Emotions ran high during the online ceremony, especially during the open mic portion when graduating students and their friends and families were invited to share their thoughts.

Lisa Johnson spoke with pride of her child Raymond Jordan Johnson-Brown, who had earned a BA in Gender, Sexuality, Feminist and Social Justice Studies.

“What you’ve achieved, is more than a degree. It is a reflection of your strength, your spirit and your commitment to justice, identity and healing,” said Johnson. “Every part of your education has been rooted in truth, equity and care.”

Johnson praised her child’s work outside the classroom advocating for Indigenous education.

“You’ve created space, you’ve changed minds, you’ve built bridges. You are not just part of change, you are change; quiet, consistent and powerful,” she said, voice breaking with emotion. “I want you to know how proud I am of you, not for just what you’ve done but how you walk in this world with compassion, with integrity and with the deep sense of responsibility for the communities you love. You are light to our people, and you are light to me.”

It was at once both a mother’s deeply personal testimony to her son, and at the same time one that captured the spirit of pride and community responsibility that permeated the ceremony.

 

Responsibility to community

That theme of responsibility to community was present right from the opening Words Before All Else of Elder Otsi’tsaken:ra (Charlie Patton) from Kahnawa:ke.

“I believe the Creator chose you to be on this path from the moment you were born, all the way along your journey as children until you grew and you came to this road to get this education. You’re gathering all the way along the tools the Creator intended you to get so that you can now use them to help your people,” he said. “Always love the people that you came from and the person you have become.”

Yan Vollant, who earned his MBA, spoke in the open mic session of the challenges of pursuing a degree while working full time and fulfilling family responsibilities. But, he said, the moments of doubts and late nights were worth it because, as per the words of Otsi’tsaken:ra, he is now better equipped to help his community.

“At the place I work, Institut Tshakapesh, we focus on integrating Indigenous identity and culture into every part of our system, from education to governance. Completing this MBA will give me tools to carry this mission even further to make sure our values are reflected not only in our work but as we grow as an organization as well,” said Vollant.

 

‘Use your voice because it is powerful’

Keynote speaker Veldon Coburn, Associate Professor and Faculty Chair of the Indigenous Relations Initiative within the School of Continuing Studies, highlighted the challenges faced by Indigenous students within colonial institutions, and about the importance of not compromising one’s truth.

“Today is more of a victory,” said Coburn. “Because for Indigenous students, graduating isn’t just about completing a program, it’s about navigating institutions that were never designed to recognize your brilliance.
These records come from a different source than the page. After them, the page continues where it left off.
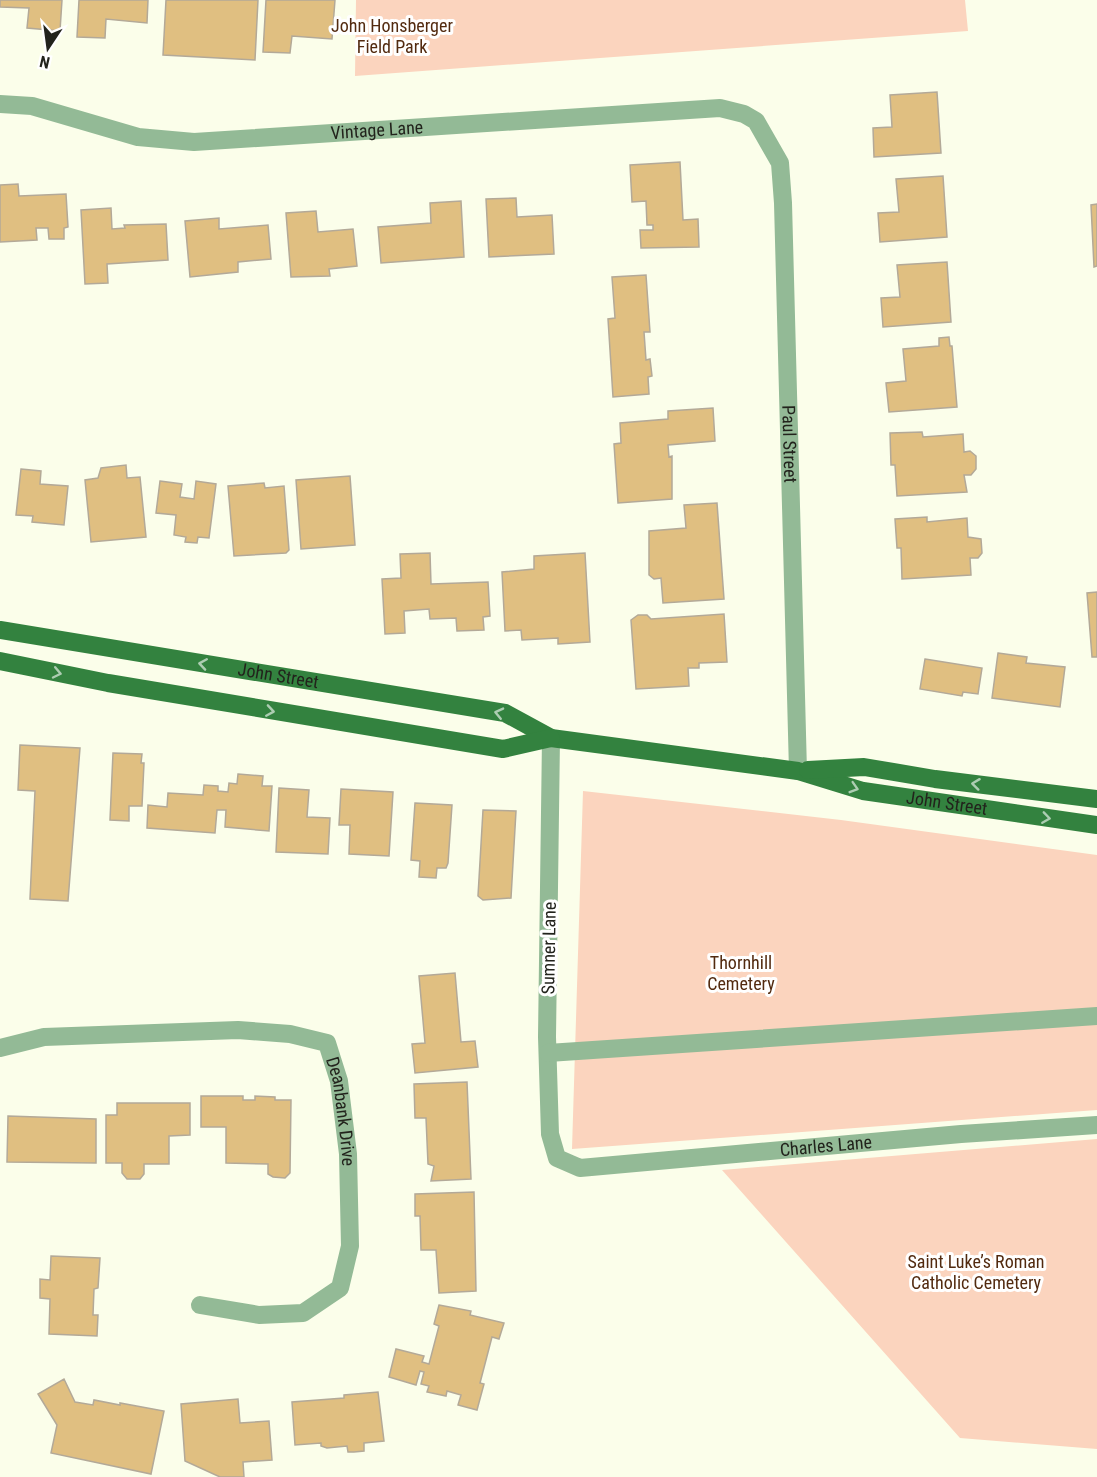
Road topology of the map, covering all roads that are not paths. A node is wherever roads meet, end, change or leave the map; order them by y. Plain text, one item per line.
1 (0, 104) edge
2 (756, 121) joint
3 (0, 630) edge
4 (0, 661) edge
5 (551, 738) junction
6 (798, 771) junction
7 (1097, 799) edge
8 (1097, 825) edge
9 (1097, 1016) edge
10 (0, 1048) edge
11 (548, 1053) junction
12 (1097, 1125) edge
13 (557, 1158) joint
14 (200, 1305) dead end

1 - 2 street, Vintage Lane
2 - 6 street, Paul Street
5 -> 3 main road, John Street
4 -> 5 main road, John Street
5 - 6 main road, John Street
5 - 11 street, Sumner Lane
7 -> 6 main road, John Street
6 -> 8 main road, John Street
9 - 11 street
10 - 14 street, Deanbank Drive
11 - 13 street, Sumner Lane
12 - 13 street, Charles Lane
It’s about walking through halls built on colonial foundations carrying knowledges that predate every brick and beam. It’s about surviving the silence when your history isn’t taught and when your identity is misunderstood and when your very presence is questioned.”
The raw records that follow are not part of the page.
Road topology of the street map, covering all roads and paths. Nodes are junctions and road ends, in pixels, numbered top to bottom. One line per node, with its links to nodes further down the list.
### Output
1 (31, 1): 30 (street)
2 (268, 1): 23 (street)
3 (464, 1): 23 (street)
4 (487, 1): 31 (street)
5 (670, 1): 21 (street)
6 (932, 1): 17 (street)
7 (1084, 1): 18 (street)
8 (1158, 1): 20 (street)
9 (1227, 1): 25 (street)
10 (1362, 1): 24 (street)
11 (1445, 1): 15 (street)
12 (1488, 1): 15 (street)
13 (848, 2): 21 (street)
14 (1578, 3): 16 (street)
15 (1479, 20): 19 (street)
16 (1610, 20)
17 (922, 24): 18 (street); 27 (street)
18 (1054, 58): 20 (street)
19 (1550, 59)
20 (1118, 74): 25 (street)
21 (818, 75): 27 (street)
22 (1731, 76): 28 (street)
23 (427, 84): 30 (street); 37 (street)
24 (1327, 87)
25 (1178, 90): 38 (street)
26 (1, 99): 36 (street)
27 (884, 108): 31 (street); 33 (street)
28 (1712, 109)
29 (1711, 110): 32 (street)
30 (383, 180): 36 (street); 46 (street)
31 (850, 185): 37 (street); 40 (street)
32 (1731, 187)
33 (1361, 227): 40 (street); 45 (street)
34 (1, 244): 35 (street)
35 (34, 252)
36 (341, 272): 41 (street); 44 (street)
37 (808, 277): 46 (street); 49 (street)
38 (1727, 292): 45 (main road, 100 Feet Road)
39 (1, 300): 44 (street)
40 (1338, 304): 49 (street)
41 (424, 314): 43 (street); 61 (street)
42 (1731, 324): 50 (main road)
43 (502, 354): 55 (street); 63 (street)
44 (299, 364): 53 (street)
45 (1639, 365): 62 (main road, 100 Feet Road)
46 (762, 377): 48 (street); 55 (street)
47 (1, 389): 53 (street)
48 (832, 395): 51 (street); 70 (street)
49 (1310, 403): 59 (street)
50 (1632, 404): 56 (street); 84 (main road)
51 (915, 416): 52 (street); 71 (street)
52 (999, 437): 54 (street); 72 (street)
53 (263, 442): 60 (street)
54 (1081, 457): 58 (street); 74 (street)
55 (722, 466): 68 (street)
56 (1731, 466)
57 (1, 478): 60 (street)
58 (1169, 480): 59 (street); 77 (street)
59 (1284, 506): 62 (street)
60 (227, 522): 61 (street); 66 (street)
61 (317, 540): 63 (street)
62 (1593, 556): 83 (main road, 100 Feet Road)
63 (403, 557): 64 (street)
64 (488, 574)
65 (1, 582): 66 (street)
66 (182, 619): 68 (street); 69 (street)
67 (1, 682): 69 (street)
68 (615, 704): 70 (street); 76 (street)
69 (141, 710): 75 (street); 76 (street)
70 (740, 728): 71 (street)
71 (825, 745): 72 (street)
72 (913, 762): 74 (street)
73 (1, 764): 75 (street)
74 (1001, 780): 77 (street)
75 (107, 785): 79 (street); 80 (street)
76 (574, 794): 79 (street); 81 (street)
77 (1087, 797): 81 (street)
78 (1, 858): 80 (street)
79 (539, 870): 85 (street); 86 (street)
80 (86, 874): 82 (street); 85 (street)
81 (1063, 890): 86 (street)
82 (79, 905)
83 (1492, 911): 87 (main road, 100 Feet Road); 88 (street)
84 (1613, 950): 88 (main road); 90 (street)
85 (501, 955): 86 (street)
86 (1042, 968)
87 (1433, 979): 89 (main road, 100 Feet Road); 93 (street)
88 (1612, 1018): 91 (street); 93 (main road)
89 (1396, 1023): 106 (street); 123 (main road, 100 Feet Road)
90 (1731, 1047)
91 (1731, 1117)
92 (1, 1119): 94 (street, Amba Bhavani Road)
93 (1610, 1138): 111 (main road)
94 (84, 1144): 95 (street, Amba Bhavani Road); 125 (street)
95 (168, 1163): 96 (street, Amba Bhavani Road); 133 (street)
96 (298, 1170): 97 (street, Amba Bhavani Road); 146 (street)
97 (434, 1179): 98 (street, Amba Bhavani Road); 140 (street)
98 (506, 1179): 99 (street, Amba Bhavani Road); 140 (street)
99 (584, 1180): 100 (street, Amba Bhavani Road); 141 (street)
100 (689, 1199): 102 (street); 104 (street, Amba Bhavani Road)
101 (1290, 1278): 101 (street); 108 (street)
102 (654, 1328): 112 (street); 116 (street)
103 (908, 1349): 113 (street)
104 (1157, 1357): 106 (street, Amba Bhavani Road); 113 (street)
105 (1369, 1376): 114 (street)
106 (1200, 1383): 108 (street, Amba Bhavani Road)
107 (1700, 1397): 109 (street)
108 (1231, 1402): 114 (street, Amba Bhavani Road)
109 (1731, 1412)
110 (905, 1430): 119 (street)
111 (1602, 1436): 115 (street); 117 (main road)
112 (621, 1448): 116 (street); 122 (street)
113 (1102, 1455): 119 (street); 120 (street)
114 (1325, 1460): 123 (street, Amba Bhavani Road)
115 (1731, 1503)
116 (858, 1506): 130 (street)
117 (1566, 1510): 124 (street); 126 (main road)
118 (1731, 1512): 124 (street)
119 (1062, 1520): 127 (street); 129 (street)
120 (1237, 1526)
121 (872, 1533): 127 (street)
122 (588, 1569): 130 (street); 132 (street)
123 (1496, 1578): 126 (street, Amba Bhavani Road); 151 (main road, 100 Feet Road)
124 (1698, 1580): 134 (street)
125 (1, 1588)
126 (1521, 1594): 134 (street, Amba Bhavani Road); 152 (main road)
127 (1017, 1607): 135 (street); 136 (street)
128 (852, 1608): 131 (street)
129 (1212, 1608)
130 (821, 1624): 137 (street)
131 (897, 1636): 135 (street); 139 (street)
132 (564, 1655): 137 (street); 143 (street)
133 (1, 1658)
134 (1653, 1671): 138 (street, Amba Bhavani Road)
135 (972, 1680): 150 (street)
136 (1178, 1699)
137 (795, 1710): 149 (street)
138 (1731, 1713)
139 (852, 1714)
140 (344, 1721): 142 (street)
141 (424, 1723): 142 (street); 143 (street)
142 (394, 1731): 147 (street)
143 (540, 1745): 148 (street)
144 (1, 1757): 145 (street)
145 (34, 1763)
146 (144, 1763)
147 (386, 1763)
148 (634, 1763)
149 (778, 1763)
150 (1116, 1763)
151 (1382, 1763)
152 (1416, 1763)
“You’ll be told I’m sure in sometimes subtle and often times in not-so-subtle ways to soften your voice, to make yourself more palatable, to compromise your truth for the sake of comfort or convention,” he said. “But my advice is don’t, don’t do any of that. Speak your truth. Use your voice because it is powerful. Use it to challenge, to build, to uplift. Use it to hold space for others just as you once hoped somebody would hold space for you.”

“You carry the hopes of your ancestors and the promise of those yet to come,” said Coburn. “So, for today let’s celebrate. Let your family and community wrap around you. Let this be a reminder that you are never alone and that your success belongs to many.”

 

‘Another tool in the toolbox’

Celeste Pedri-Spade

Celeste Pedri-Spade, Associate Provost Indigenous Initiatives), pointed out that formal post-secondary education is only part of the graduates’ education.
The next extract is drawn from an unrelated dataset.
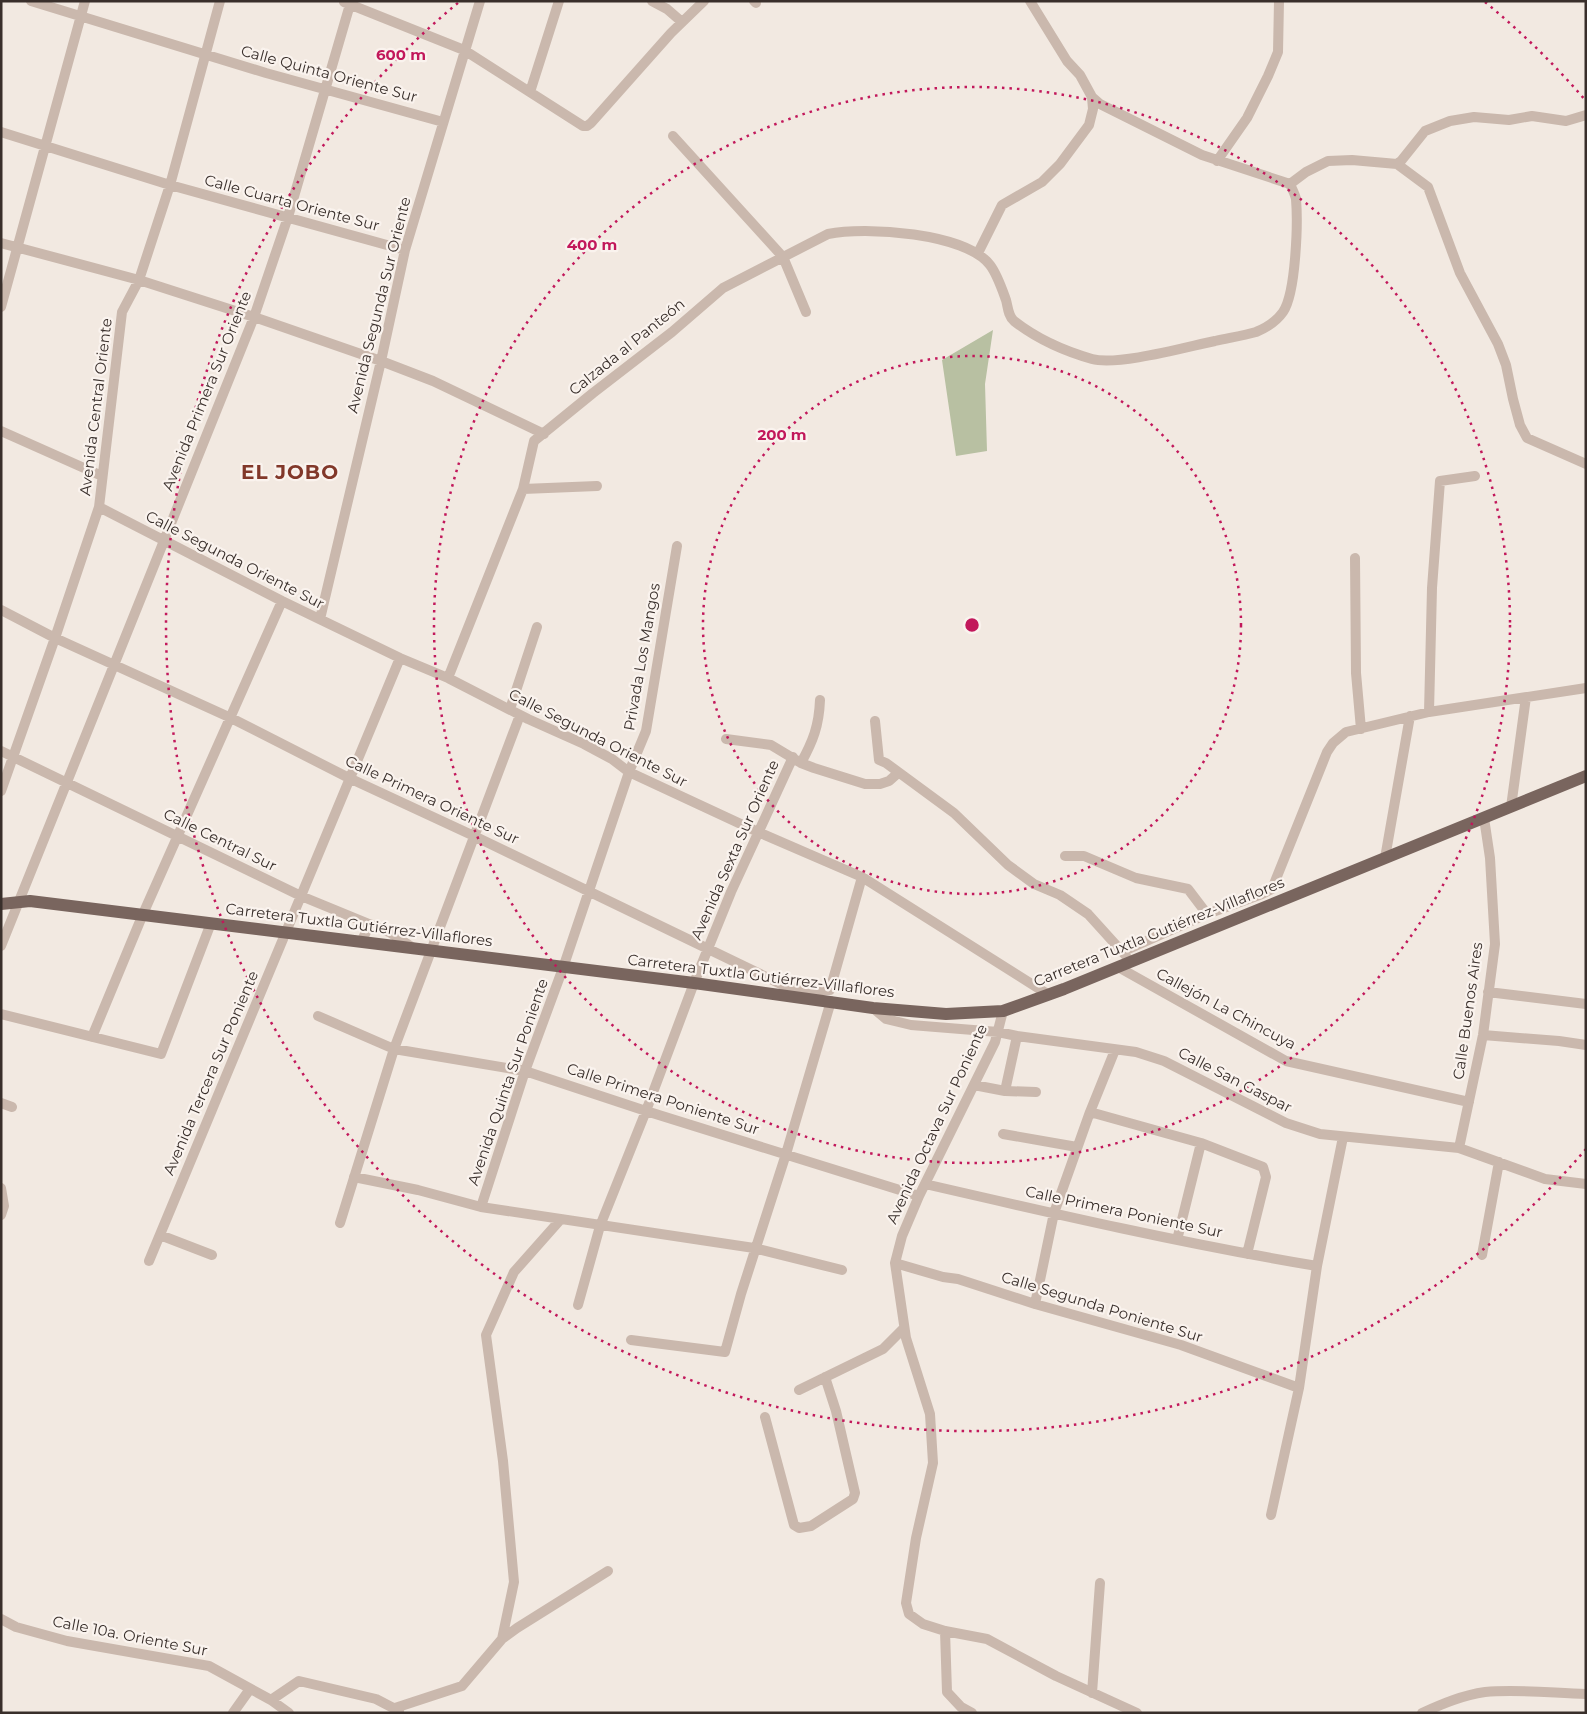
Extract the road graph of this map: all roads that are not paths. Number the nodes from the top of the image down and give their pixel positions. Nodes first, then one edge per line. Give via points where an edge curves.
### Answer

“Today’s ceremony is part of [McGill’s] commitment to create an inclusive and open environment that values and celebrates Indigenous members of our community. It’s a ceremony that honours the legacy of Indigenous student success, and it honours Indigenous knowledge systems that have been around long before McGill was even an idea.”

Pedri-Spade spoke of Treaty 3 Elder Alex Skead, who said “our education as Anishinaabeg started as soon as we were born to our lands, to our families, to our communities, and education began in hearing our languages, being in our lodges, hearing our songs.”

“He said no matter where we went to learn, at universities like McGill, we would filter everything through an Anishinaabe lens informed by our original ways of being,” said Pedri-Spade. “We would take what we needed to from universities, and we would consider what we learned as just another tool in our toolbox to be put to use for the benefit for our families, our communities and our homelands.”

All McGill faculties were represented in this year’s cohort of Indigenous graduates, from Arts, Education and Agricultural and Environmental Sciences, to Music, Law and Medicine and Health Sciences.